How To Use Playwright for Web Scraping in Python

Last Updated: June 01, 2026

Table of Contents

Scraping a Dynamic Page: Quick Example
What Is Playwright and When Do You Need It?
Installing Playwright for Python
Sync vs Async API
Waiting for Dynamic Content
Extracting Data from the Page
Real-Life Example: Scraping a JavaScript-Rendered Quote Page
Frequently Asked Questions
Conclusion
Related Articles

Intermediate

Some websites load their content dynamically with JavaScript, which means a simple HTTP request with requests only gets you an empty shell. Playwright solves this by controlling a real browser — Chromium, Firefox, or WebKit — letting you scrape pages that rely on JavaScript rendering, single-page applications, and content loaded behind user interactions.

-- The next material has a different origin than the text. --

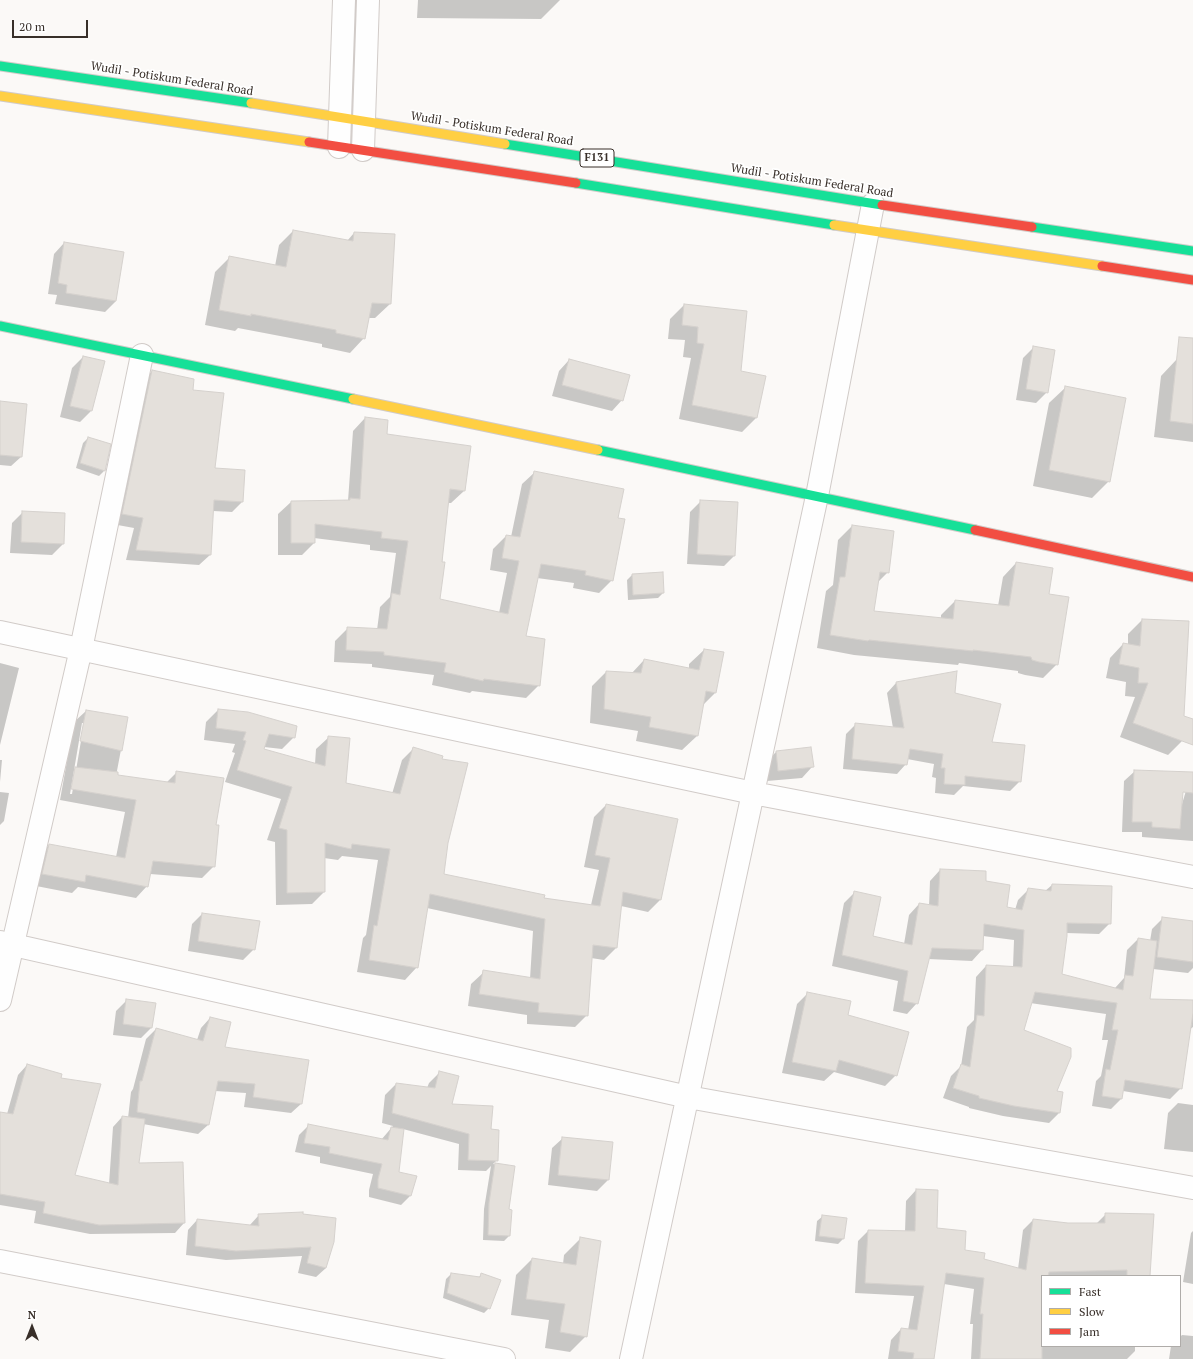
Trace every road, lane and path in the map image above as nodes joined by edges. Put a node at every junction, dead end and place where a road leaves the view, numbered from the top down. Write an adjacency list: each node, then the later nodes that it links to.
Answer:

Microsoft’s Playwright library for Python provides a clean async and sync API for browser automation. It installs its own browser binaries, handles waits automatically, and runs headless by default. Combined with BeautifulSoup for HTML parsing, it gives you the power to scrape virtually any website.

In this tutorial, you will learn how to install Playwright, launch a browser, navigate to pages, wait for dynamic content, extract data from JavaScript-rendered pages, handle clicks and scrolling, and build a complete scraper for dynamic websites.

Written by Pubs

Python developer and educator with 15+ years building production systems across data engineering, web APIs, and AI tooling. Founder of Python How To Program — 270+ in-depth tutorials covering the modern Python stack.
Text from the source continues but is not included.